Unlike Justice CORRIGAN (who provides analysis for her position), and the
majority (which provides no analysis for its contrary position), I have not yet reached a
conclusion concerning what is required by the constitution or the court rules in these
regards. I do, however, share Justice CORRIGAN’s concerns about the propriety of the
procedures followed by the majority in its determination to resolve these issues by
December 31, 2010. See also, MEA v Sec’y of State, ___Mich ___, Section VI (2010)
(Docket No. 137451) (MARKMAN, J., dissenting). Therefore, because I believe that
defendants’ motion, which we just received on December 28, 2010, raises legal issues of
first impression, and because there are no emergency circumstances present here that
require us to decide these issues within 48 hours of the motion, I would direct the parties
to brief these issues and direct the Clerk to schedule oral argument at the earliest
opportunity.
Concerning the majority’s assertion that “no motion for reconsideration of this
order will be entertained,” we remind the majority that, while it may bind this Court by
its substantive decisions, it does not bind by its pronouncements as to controversies that
have not yet been presented to the Court, i.e., motions for reconsideration that have not
yet been filed. That is not how this Court’s “judicial power” is exercised.
Finally, with regard to the underlying motion for reconsideration in this case, I
reaffirm my concern in allowing plaintiffs’ class action to proceed.
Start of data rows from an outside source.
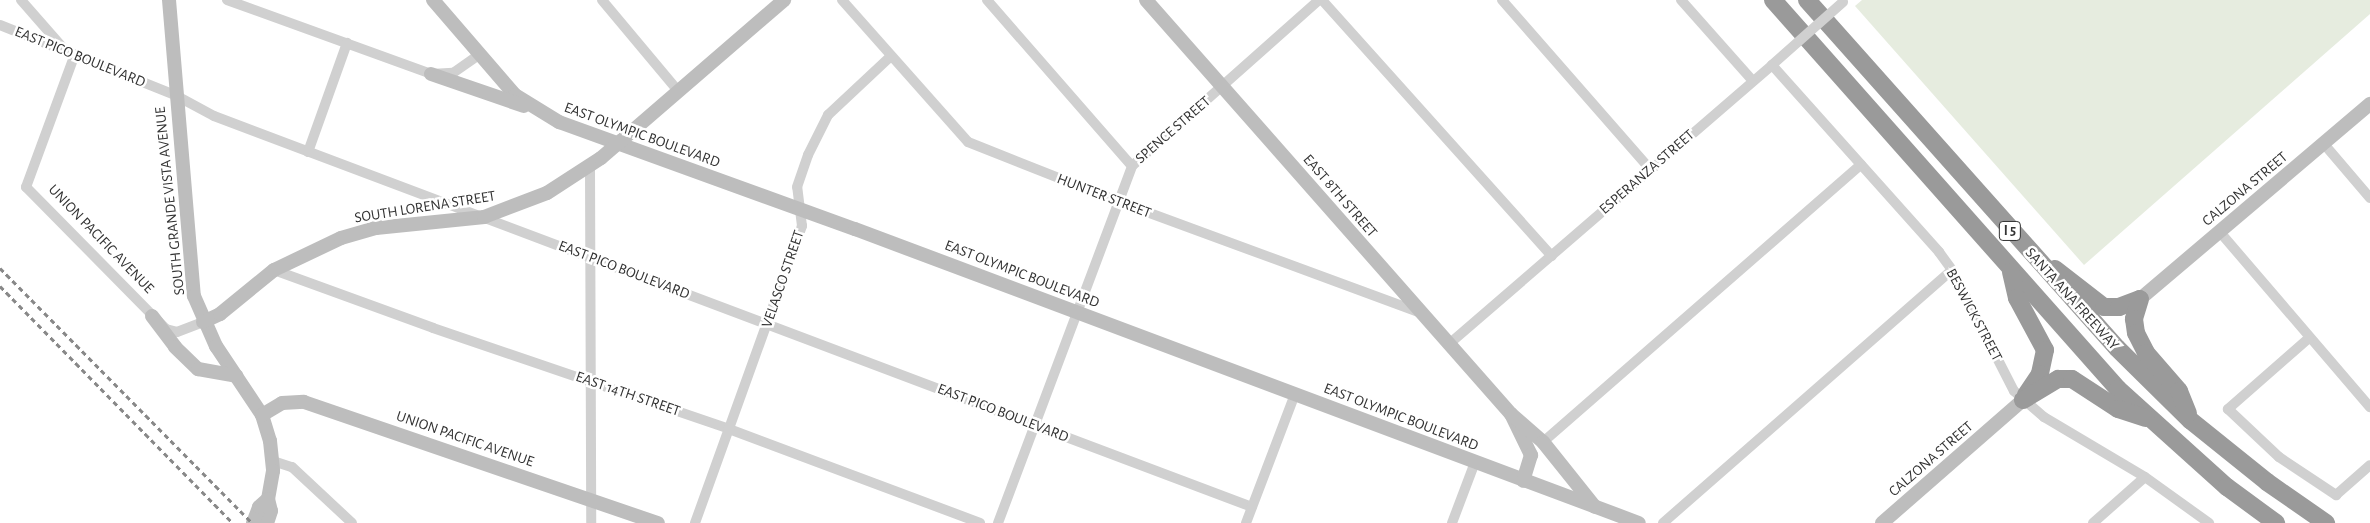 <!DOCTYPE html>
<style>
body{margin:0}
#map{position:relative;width:2370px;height:523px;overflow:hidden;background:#fff;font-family:"Alegreya Sans",sans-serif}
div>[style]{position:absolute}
.green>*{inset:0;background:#e6ecdf}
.street>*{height:10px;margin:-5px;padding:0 5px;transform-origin:5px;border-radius:5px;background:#d0d0d0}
.secondary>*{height:14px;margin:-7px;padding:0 7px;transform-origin:7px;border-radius:7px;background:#bdbdbd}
.highway>*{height:18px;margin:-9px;padding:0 9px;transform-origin:9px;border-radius:9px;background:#9a9a9a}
.rail>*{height:2.5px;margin-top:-1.25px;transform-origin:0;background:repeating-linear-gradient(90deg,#888 0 5px,transparent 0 9px)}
.street-bridge>*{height:10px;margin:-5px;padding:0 5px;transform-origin:5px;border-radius:5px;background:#d0d0d0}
span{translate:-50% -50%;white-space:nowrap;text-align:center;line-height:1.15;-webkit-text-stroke:5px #fff;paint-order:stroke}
.shield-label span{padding:1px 4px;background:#fff;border:1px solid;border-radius:4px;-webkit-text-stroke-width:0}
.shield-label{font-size:14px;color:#333;font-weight:700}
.street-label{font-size:15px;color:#333}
</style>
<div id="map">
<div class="green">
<i style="clip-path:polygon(1862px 0,2370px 0,2370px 14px,2084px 265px,1855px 6px)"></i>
</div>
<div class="street">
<i style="left:21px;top:0;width:64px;rotate:48.8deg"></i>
<i style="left:227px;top:0;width:217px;rotate:19.9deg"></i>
<i style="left:431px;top:74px;width:22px;rotate:-3deg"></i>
<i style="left:453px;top:73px;width:32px;rotate:-35deg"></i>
<i style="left:602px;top:0;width:120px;rotate:50.1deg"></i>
<i style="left:842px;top:0;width:190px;rotate:48.4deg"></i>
<i style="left:968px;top:142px;width:160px;rotate:21.6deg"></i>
<i style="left:1117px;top:201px;width:322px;rotate:20.2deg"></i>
<i style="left:987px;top:0;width:220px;rotate:48.9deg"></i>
<i style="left:1322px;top:0;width:344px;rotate:48.1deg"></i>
<i style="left:1502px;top:0;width:225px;rotate:48.8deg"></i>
<i style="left:1681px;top:0;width:107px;rotate:48.4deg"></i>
<i style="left:0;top:25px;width:188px;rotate:21.8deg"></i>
<i style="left:175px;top:95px;width:44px;rotate:28.3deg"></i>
<i style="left:214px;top:116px;width:1109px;rotate:20.64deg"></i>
<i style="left:75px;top:54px;width:142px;rotate:110.2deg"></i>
<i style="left:26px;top:187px;width:199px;rotate:45.4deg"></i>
<i style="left:166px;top:329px;width:11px;rotate:15deg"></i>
<i style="left:177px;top:332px;width:28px;rotate:-21deg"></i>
<i style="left:2324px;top:144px;width:71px;rotate:49.6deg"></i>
<i style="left:308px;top:152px;width:116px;rotate:-70.3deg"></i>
<i style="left:590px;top:167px;width:356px;rotate:89.8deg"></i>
<i style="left:2219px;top:231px;width:232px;rotate:49.4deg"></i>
<i style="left:274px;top:270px;width:169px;rotate:20deg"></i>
<i style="left:433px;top:328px;width:313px;rotate:18.8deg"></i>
<i style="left:729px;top:429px;width:268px;rotate:20.5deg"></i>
<i style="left:2309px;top:338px;width:108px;rotate:138.8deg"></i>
<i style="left:2228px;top:409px;width:70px;rotate:43.3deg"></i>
<i style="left:2279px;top:457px;width:69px;rotate:33.7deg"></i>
<i style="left:2336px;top:495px;width:45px;rotate:-41.4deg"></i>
<i style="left:1449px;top:344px;width:427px;rotate:-40.8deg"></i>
<i style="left:1772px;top:65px;width:251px;rotate:48.2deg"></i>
<i style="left:1939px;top:252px;width:22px;rotate:54deg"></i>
<i style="left:1952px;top:270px;width:136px;rotate:62.9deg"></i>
<i style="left:2014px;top:391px;width:40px;rotate:41deg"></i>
<i style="left:2044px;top:417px;width:117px;rotate:30.7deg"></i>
<i style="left:2145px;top:477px;width:79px;rotate:35.7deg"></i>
<i style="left:1543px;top:442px;width:422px;rotate:-41.1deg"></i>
<i style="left:273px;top:461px;width:20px;rotate:18deg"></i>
<i style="left:292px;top:467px;width:82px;rotate:43deg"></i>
<i style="left:695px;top:523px;width:316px;rotate:-70.2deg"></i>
<i style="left:802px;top:226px;width:39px;rotate:-97deg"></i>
<i style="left:797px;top:187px;width:34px;rotate:-71deg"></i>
<i style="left:808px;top:155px;width:45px;rotate:-63.4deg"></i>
<i style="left:828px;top:115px;width:85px;rotate:-43.1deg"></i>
<i style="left:998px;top:523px;width:381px;rotate:-69.4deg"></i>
<i style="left:1132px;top:166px;width:250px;rotate:-41.6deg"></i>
<i style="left:1246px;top:523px;width:138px;rotate:-69.2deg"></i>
<i style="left:1452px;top:523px;width:65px;rotate:-69.3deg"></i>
<i style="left:1663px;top:523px;width:384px;rotate:-41.2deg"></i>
<i style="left:2093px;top:523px;width:69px;rotate:-41.5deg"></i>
</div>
<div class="secondary">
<i style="left:169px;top:0;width:297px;rotate:85.2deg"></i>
<i style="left:194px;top:296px;width:55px;rotate:66.3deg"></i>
<i style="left:216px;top:346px;width:83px;rotate:56.3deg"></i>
<i style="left:262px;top:415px;width:27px;rotate:73deg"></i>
<i style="left:270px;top:441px;width:30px;rotate:84deg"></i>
<i style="left:273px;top:471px;width:28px;rotate:100deg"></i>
<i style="left:268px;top:499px;width:12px;rotate:76deg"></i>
<i style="left:271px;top:511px;width:13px;rotate:108deg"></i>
<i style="left:433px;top:0;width:125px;rotate:49.2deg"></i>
<i style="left:515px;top:95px;width:52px;rotate:31.5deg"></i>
<i style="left:559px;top:122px;width:315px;rotate:19.9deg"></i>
<i style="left:855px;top:229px;width:837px;rotate:20.56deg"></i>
<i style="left:1146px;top:0;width:552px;rotate:48.6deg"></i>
<i style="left:1511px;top:414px;width:46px;rotate:64deg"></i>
<i style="left:1531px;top:455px;width:27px;rotate:107deg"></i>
<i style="left:431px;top:74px;width:98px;rotate:19deg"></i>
<i style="left:2140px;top:299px;width:302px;rotate:-40.3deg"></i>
<i style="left:152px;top:316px;width:39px;rotate:53deg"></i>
<i style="left:175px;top:347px;width:32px;rotate:44deg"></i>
<i style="left:198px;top:369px;width:39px;rotate:10deg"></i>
<i style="left:203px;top:322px;width:19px;rotate:-25deg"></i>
<i style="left:220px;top:314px;width:70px;rotate:-39.2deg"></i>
<i style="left:274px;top:270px;width:74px;rotate:-25.5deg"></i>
<i style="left:341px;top:238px;width:36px;rotate:-16deg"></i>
<i style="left:376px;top:228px;width:109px;rotate:-5.8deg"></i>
<i style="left:484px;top:217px;width:67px;rotate:-20.9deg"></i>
<i style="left:547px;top:193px;width:64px;rotate:-32.9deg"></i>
<i style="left:601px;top:158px;width:242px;rotate:-40.8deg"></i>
<i style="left:1511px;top:414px;width:43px;rotate:41.2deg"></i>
<i style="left:1543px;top:442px;width:83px;rotate:51.3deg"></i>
<i style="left:262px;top:415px;width:23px;rotate:-31deg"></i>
<i style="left:282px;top:403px;width:22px;rotate:-3deg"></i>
<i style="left:304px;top:402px;width:374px;rotate:18.9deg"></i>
<i style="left:253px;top:523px;width:17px;rotate:-69deg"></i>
<i style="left:259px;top:507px;width:12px;rotate:-42deg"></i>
<i style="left:1882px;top:523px;width:187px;rotate:-41.1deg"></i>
</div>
<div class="highway">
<i style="left:1773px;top:0;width:520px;rotate:48.43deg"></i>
<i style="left:2118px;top:389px;width:147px;rotate:42deg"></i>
<i style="left:2227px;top:487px;width:61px;rotate:36.3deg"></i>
<i style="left:1807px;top:0;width:466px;rotate:48.3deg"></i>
<i style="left:2117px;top:348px;width:103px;rotate:44.6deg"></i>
<i style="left:2190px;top:420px;width:99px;rotate:38.8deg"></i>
<i style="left:2267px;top:482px;width:72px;rotate:34.8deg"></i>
<i style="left:2055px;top:269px;width:62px;rotate:37.8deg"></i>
<i style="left:2104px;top:307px;width:15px"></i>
<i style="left:2119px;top:307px;width:22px;rotate:-21deg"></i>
<i style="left:2011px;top:272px;width:27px;rotate:77deg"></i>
<i style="left:2017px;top:298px;width:59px;rotate:61.7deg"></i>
<i style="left:2045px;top:350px;width:25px;rotate:102deg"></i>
<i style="left:2040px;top:374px;width:25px;rotate:124deg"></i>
<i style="left:2140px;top:299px;width:21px;rotate:107deg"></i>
<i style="left:2134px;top:319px;width:14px;rotate:82deg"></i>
<i style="left:2136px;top:333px;width:22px;rotate:63deg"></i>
<i style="left:2146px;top:353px;width:50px;rotate:49deg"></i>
<i style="left:2179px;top:391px;width:24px;rotate:68deg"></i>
<i style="left:2023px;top:400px;width:41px;rotate:-31deg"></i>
<i style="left:2058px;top:379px;width:14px"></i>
<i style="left:2072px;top:379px;width:55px;rotate:33.1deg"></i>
<i style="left:2118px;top:409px;width:29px;rotate:18deg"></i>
</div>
<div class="rail">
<i style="left:0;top:268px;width:359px;rotate:45.3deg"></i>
<i style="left:0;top:286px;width:332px;rotate:45.5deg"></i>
</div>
<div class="street-bridge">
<i style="left:1772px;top:65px;width:95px;rotate:-41.6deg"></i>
</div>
<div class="shield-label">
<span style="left:2010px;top:231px">I 5</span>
</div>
<div class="street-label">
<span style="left:80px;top:57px;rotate:22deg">EAST PICO BOULEVARD</span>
<span style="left:1173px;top:130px;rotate:-41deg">SPENCE STREET</span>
<span style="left:642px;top:135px;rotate:20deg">EAST OLYMPIC BOULEVARD</span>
<span style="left:1647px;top:172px;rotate:-41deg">ESPERANZA STREET</span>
<span style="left:2245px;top:189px;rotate:-40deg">CALZONA STREET</span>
<span style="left:1104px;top:196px;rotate:21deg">HUNTER STREET</span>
<span style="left:1340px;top:196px;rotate:49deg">EAST 8TH STREET</span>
<span style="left:170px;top:201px;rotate:-96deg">SOUTH GRANDE VISTA AVENUE</span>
<span style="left:425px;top:207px;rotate:-9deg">SOUTH LORENA STREET</span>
<span style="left:101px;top:239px;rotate:46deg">UNION PACIFIC AVENUE</span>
<span style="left:624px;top:270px;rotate:21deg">EAST PICO BOULEVARD</span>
<span style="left:1022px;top:274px;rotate:21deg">EAST OLYMPIC BOULEVARD</span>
<span style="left:783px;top:279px;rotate:-71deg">VELASCO STREET</span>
<span style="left:2072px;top:299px;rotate:48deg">SANTA ANA FREEWAY</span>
<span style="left:1974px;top:315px;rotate:62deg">BESWICK STREET</span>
<span style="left:628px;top:394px;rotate:19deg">EAST 14TH STREET</span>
<span style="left:1003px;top:413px;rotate:21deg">EAST PICO BOULEVARD</span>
<span style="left:1401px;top:417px;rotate:21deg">EAST OLYMPIC BOULEVARD</span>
<span style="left:465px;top:439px;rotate:19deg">UNION PACIFIC AVENUE</span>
<span style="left:1931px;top:459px;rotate:-41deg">CALZONA STREET</span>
</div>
</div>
In particular, I
reaffirm my concern that plaintiffs’ claims: (a) threaten to have the judiciary override,
and assume ongoing control, of Michigan’s system of local control and funding of legal
services for indigent defendants, despite the absence here of any constitutional violation;
(b) threaten, in the words of the Court of Appeals, “a cessation of criminal prosecutions
against indigent defendants,” Duncan v Michigan, 284 Mich App 246, 273, 281 (2009);
and (c) extend an open invitation to Michigan trial courts to assume ongoing operational
control over the systems for providing defense counsel to indigent defendants in Berrien,
Genesee and Muskegon counties, and with that an invitation to compel state legislative
8
appropriations, and executive branch acquiescence in such appropriations, in assuming
similar judicial control over the criminal justice systems in every county of this state,
while nullifying provisions of the criminal defense act and superseding the authority of
the Supreme Court and the State Court Administrator.
YOUNG, J., joins the statement of MARKMAN, J.
MARY BETH KELLY, J., states as follows:
Pursuant to MCR 2.003(D)(3)(b), I am not participating in this decision because it
involves the republication of an order that has already been issued.
I, Corbin R. Davis, Clerk of the Michigan Supreme Court, certify that the
foregoing is a true and complete copy of the order entered at the direction of the Court.